Peygamberimizin Emri ve Ehlisünnet'in Muhalefeti
Daha önceki konularda da değindiğimiz Sakaleyn Hadisi'ni herkes bilir. Peygamberimiz (s.a.a) şöyle buyurur: "Ben sizin aranızda iki ağır emanet bırakıyorum. Bu ikisine sarıldığınız sürece benden sonra asla sapmazsınız. Bunlar, Allah'ın kitabı ve itretim (Ehlibeytim)'dir.
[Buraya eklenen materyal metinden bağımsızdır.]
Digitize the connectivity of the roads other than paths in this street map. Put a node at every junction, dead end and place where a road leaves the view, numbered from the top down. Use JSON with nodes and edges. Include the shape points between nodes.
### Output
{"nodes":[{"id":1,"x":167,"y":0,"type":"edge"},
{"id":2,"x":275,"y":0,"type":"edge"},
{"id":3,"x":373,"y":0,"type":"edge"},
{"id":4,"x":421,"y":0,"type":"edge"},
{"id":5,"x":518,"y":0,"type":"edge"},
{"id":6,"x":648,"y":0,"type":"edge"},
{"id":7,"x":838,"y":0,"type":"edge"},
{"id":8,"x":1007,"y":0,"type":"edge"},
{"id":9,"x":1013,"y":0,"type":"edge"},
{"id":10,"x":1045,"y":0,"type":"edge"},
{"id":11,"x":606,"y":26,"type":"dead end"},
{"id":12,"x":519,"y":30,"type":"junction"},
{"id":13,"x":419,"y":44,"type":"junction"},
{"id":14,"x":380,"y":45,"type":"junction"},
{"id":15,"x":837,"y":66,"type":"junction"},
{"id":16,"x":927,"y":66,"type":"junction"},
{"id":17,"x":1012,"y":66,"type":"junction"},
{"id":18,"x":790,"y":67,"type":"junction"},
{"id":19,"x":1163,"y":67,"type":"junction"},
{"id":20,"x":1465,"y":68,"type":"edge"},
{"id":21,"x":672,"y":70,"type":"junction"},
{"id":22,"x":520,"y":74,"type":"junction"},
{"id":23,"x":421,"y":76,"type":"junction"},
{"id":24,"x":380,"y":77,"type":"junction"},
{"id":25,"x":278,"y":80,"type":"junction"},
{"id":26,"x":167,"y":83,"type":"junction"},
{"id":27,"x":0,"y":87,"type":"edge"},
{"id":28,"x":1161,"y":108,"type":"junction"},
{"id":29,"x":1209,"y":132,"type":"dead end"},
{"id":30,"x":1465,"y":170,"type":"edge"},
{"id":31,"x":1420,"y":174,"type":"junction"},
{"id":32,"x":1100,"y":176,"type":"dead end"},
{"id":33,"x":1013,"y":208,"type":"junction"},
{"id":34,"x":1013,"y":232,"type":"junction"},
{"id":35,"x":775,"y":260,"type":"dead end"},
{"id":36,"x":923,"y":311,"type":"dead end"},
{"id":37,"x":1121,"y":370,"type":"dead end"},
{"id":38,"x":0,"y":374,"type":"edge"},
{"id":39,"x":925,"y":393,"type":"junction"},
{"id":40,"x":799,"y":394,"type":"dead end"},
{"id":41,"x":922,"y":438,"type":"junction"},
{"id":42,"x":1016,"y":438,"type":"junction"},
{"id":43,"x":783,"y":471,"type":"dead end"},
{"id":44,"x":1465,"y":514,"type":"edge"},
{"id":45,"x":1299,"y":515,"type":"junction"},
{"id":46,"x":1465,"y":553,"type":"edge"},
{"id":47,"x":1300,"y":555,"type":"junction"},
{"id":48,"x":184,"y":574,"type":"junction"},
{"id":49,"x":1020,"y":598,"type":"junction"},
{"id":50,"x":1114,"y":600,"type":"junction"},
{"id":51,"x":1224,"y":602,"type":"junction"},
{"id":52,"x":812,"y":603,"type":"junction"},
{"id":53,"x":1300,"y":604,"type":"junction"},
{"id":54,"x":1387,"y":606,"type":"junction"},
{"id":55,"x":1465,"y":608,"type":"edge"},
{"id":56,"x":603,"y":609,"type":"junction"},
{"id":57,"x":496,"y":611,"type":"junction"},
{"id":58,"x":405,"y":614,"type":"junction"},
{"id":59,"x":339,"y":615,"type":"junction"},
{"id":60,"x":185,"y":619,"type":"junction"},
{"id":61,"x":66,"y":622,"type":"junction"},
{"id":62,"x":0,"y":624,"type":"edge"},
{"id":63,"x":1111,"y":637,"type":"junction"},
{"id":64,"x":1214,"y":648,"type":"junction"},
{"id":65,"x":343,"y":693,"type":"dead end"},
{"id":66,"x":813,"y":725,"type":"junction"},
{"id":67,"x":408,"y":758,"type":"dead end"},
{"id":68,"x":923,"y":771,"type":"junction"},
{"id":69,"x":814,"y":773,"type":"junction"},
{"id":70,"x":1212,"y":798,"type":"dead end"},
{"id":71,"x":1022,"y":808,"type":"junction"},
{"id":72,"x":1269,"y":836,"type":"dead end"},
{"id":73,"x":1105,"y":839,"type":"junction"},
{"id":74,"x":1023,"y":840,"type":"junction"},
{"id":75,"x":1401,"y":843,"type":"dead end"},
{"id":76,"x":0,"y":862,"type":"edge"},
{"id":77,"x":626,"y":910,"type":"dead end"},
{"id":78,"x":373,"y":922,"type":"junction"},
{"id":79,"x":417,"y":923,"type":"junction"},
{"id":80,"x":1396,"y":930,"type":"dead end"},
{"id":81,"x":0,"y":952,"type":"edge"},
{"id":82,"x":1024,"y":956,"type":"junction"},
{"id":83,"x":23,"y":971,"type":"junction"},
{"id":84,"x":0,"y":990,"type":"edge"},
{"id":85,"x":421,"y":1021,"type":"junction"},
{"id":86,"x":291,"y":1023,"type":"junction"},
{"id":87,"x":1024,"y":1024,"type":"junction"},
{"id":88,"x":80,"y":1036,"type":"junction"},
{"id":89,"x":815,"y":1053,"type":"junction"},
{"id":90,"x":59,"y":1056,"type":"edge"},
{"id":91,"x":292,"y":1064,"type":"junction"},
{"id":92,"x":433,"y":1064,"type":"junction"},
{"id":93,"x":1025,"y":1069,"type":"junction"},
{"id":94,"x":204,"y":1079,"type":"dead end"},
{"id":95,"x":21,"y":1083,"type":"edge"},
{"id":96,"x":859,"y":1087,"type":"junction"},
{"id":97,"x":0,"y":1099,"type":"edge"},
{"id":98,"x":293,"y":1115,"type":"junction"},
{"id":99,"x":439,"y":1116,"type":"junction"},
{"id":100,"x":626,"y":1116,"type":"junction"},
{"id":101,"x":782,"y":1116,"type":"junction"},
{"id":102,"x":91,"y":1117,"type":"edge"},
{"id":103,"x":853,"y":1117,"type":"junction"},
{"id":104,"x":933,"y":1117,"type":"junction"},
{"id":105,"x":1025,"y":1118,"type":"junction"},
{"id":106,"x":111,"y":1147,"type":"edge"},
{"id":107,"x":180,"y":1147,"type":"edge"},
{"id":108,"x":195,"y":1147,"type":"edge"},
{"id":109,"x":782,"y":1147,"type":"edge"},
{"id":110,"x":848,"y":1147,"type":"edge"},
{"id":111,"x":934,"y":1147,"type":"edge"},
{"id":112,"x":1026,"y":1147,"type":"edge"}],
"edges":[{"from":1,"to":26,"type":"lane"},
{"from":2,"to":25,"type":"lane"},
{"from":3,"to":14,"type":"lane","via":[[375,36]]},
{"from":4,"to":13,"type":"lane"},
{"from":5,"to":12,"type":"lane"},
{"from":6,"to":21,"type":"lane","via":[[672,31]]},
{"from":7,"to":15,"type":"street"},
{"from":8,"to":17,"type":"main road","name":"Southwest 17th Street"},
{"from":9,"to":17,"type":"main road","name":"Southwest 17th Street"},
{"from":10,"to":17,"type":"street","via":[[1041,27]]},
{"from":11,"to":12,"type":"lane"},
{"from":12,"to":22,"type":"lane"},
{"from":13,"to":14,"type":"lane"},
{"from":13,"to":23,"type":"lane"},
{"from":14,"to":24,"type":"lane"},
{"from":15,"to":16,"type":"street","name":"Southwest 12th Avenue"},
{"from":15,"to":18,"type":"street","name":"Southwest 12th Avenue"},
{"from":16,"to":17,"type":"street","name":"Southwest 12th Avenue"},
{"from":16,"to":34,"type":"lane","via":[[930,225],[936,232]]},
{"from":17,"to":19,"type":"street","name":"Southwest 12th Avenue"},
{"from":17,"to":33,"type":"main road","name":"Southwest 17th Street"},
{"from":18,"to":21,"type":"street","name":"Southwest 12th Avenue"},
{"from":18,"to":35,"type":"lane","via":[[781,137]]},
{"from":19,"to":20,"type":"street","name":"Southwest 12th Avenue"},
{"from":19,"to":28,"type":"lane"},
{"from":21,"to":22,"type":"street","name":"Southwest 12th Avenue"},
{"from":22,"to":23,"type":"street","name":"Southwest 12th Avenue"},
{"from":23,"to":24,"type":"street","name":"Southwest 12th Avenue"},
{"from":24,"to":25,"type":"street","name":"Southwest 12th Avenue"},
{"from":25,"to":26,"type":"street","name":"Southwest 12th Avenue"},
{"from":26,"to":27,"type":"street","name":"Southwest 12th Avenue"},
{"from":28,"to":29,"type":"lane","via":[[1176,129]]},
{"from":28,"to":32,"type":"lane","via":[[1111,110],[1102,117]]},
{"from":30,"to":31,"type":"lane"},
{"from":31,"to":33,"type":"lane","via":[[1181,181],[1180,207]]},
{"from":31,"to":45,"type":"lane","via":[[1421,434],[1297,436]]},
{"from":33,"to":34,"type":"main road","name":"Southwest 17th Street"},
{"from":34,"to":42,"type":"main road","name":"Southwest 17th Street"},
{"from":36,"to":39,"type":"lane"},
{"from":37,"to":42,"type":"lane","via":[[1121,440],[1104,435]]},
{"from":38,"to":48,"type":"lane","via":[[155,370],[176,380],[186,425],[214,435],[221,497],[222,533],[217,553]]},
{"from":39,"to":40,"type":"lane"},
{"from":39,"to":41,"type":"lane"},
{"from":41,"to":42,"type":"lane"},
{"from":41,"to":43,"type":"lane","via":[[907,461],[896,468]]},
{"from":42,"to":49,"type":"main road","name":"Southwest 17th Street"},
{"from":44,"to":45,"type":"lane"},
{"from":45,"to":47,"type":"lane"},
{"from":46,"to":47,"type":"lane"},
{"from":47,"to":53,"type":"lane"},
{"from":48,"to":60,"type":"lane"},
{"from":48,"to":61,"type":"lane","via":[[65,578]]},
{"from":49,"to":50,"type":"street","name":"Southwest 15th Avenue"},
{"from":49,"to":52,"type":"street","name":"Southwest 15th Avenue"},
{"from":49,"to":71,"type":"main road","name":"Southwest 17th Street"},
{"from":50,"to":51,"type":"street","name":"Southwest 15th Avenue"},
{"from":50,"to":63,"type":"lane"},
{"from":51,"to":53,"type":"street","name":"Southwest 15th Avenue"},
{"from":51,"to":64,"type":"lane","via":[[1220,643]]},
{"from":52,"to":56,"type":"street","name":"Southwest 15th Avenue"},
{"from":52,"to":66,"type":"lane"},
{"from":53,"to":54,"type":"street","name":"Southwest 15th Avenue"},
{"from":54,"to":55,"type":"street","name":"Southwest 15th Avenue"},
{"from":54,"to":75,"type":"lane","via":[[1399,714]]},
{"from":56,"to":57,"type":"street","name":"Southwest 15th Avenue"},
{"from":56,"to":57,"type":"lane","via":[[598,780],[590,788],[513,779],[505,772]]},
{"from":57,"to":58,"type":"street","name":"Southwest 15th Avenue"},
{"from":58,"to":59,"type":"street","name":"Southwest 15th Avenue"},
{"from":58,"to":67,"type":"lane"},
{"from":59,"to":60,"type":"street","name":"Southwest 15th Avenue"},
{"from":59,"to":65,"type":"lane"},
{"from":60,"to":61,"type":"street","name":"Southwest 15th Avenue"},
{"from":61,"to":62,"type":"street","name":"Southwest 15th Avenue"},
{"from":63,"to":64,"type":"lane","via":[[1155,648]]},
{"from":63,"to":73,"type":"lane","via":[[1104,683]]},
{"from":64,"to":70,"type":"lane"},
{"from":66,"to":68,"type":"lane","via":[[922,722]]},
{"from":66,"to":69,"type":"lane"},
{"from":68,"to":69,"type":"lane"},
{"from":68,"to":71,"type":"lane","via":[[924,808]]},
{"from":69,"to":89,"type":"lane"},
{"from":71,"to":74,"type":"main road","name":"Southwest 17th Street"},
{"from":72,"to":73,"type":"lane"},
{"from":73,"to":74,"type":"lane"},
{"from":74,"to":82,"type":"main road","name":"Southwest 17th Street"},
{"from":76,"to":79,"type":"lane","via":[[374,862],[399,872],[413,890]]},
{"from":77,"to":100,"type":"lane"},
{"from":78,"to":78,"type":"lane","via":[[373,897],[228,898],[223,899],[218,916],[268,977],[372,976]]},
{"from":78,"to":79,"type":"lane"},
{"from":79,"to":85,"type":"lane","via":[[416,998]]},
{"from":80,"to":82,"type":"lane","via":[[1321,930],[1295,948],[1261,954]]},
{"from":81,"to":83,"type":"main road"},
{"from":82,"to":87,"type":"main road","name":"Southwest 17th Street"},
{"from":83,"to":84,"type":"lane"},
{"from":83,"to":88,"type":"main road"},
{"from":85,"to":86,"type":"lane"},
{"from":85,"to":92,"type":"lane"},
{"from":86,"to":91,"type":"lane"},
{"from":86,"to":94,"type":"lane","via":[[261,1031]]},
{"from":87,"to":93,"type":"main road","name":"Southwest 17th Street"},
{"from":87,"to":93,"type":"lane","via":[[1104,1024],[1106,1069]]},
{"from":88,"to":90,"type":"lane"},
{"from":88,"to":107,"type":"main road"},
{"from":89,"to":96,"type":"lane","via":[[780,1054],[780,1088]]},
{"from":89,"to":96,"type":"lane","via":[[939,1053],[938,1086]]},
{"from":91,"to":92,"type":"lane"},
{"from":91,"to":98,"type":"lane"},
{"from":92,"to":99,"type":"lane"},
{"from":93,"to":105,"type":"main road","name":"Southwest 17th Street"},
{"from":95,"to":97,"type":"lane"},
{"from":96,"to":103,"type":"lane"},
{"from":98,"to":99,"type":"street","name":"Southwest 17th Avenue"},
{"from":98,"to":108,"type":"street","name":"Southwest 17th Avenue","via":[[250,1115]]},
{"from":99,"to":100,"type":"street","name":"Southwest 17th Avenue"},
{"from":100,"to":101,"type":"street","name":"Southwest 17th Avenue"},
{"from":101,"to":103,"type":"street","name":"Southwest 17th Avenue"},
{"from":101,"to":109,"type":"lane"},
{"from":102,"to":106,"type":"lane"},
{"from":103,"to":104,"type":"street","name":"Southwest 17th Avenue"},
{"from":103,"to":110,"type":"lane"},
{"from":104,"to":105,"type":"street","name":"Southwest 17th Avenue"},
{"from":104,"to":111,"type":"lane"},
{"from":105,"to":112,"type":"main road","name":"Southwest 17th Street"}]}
Her şeyden haberdar olan Allah, bu ikisinin Kevser Havuzu'nun başında benimle buluşuncaya dek birbirinden ayrılmayacağını bildirdi."
Yine, bu hadisin sahih ve mutevatir olduğunu ispatlamıştık. Gerek Şia, gerekse Ehlisünnet, kendi sahih ve müsned kitaplarında bu hadisi nakletmişlerdir. Ehlisünnet ve'l-Cemaat'in Ehlibeyt'i terk ettiği herkesçe bilinen bir gerçektir.483[483] Onlar, Ehlibeyt'i yalnız bırakıp dört mezhep imamlarına yönelmişlerdir. Oysaki onları halka kabullendiren zalim hükümetlerdi. Hep birlikte Ehlisünnet ve'l-Cemaat'in onaylanmasında etkin rol oynamışlardır.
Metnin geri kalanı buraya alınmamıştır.